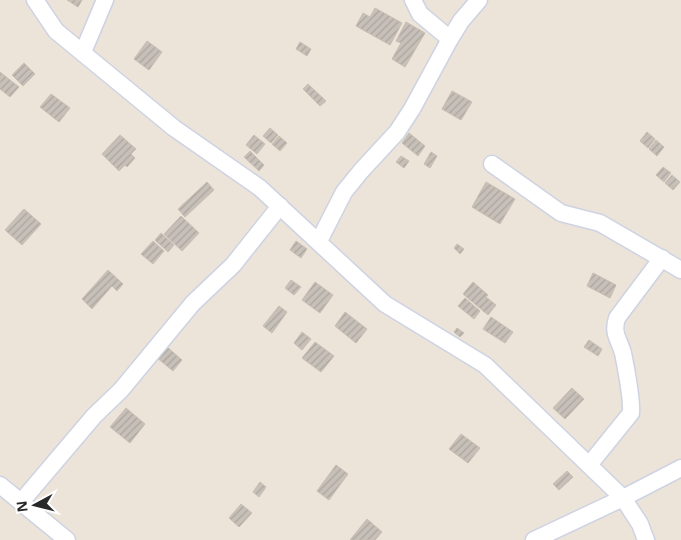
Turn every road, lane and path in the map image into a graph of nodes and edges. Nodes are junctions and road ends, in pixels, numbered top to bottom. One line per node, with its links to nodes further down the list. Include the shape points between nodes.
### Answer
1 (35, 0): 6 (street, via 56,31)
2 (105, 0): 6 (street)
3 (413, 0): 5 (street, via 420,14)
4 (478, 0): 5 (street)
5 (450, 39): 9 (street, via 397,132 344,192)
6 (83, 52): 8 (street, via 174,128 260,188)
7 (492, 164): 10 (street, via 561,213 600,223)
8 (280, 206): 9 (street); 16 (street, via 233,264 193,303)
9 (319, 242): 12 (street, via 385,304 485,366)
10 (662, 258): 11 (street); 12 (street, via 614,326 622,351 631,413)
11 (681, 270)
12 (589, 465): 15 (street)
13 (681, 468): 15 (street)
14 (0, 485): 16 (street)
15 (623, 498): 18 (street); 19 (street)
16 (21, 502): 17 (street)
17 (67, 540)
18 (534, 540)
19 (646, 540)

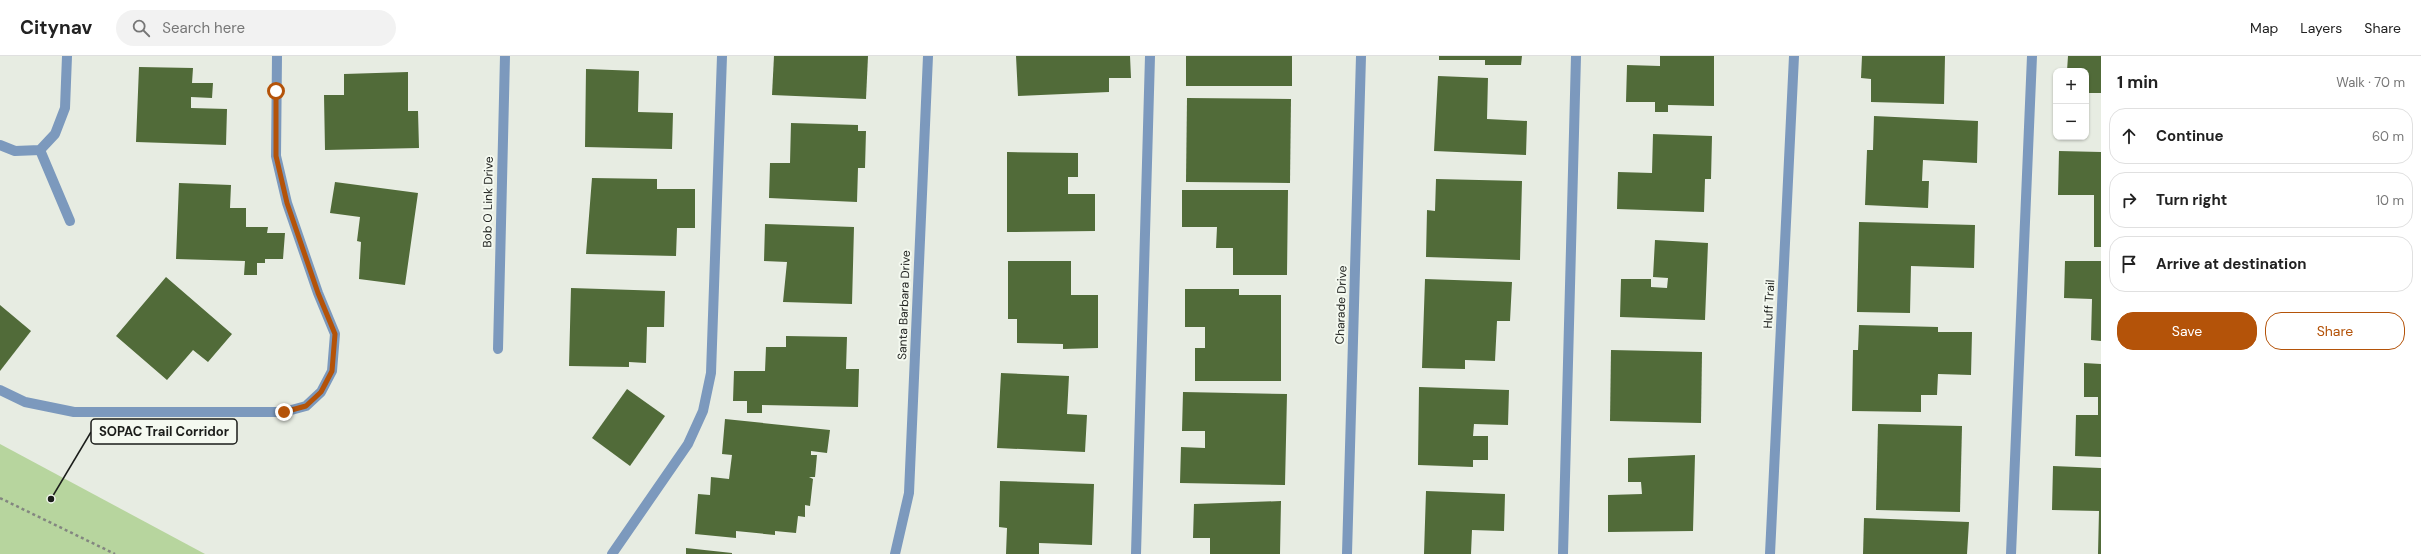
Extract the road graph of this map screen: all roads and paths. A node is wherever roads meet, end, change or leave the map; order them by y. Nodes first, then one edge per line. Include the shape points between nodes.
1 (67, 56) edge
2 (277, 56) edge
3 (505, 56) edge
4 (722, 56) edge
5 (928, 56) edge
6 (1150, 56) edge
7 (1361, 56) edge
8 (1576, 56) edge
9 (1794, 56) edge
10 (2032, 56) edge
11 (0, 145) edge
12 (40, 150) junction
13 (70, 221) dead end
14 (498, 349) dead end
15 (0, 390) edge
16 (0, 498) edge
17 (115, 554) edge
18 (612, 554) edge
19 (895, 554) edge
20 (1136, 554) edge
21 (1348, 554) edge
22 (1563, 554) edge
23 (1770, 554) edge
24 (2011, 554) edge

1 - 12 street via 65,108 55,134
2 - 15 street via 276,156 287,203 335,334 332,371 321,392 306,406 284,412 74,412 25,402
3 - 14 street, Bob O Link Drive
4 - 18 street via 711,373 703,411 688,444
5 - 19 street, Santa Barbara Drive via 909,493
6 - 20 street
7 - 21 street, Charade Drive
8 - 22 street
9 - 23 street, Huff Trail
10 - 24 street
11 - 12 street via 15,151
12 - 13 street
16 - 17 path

::::::::

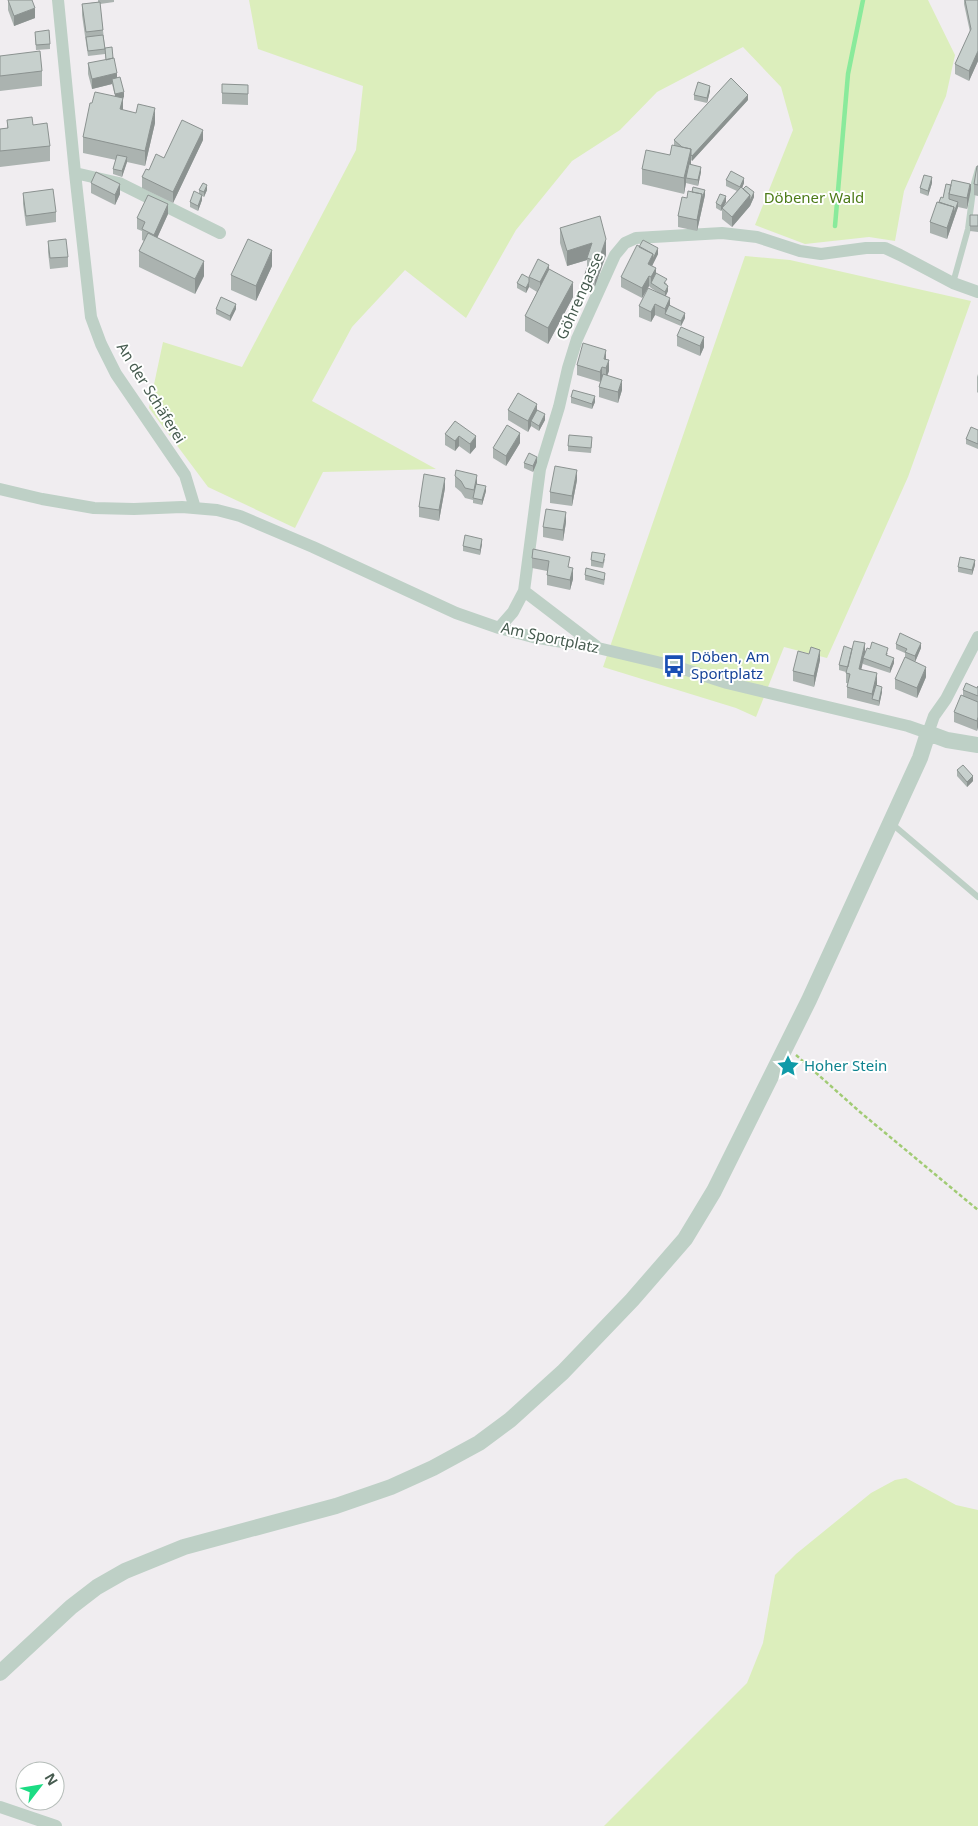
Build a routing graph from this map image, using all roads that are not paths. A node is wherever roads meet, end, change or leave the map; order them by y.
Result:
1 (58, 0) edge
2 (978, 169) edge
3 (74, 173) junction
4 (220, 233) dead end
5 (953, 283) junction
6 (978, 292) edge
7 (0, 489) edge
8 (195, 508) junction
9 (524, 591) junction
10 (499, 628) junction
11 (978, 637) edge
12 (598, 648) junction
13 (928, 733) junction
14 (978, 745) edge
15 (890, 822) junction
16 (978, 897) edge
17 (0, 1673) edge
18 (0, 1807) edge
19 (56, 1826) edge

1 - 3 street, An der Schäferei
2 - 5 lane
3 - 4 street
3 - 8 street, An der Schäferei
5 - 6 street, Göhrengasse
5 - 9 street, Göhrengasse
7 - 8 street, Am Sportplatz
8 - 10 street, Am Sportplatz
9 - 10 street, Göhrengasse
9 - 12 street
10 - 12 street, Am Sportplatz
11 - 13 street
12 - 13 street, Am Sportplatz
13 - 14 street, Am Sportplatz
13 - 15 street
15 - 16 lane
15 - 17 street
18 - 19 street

::::::::

ABOUT THIS EXERCISE:
Taking every line of the records above into account, tally those that contain "image" and give only the total.

WRITTEN REPLY:
2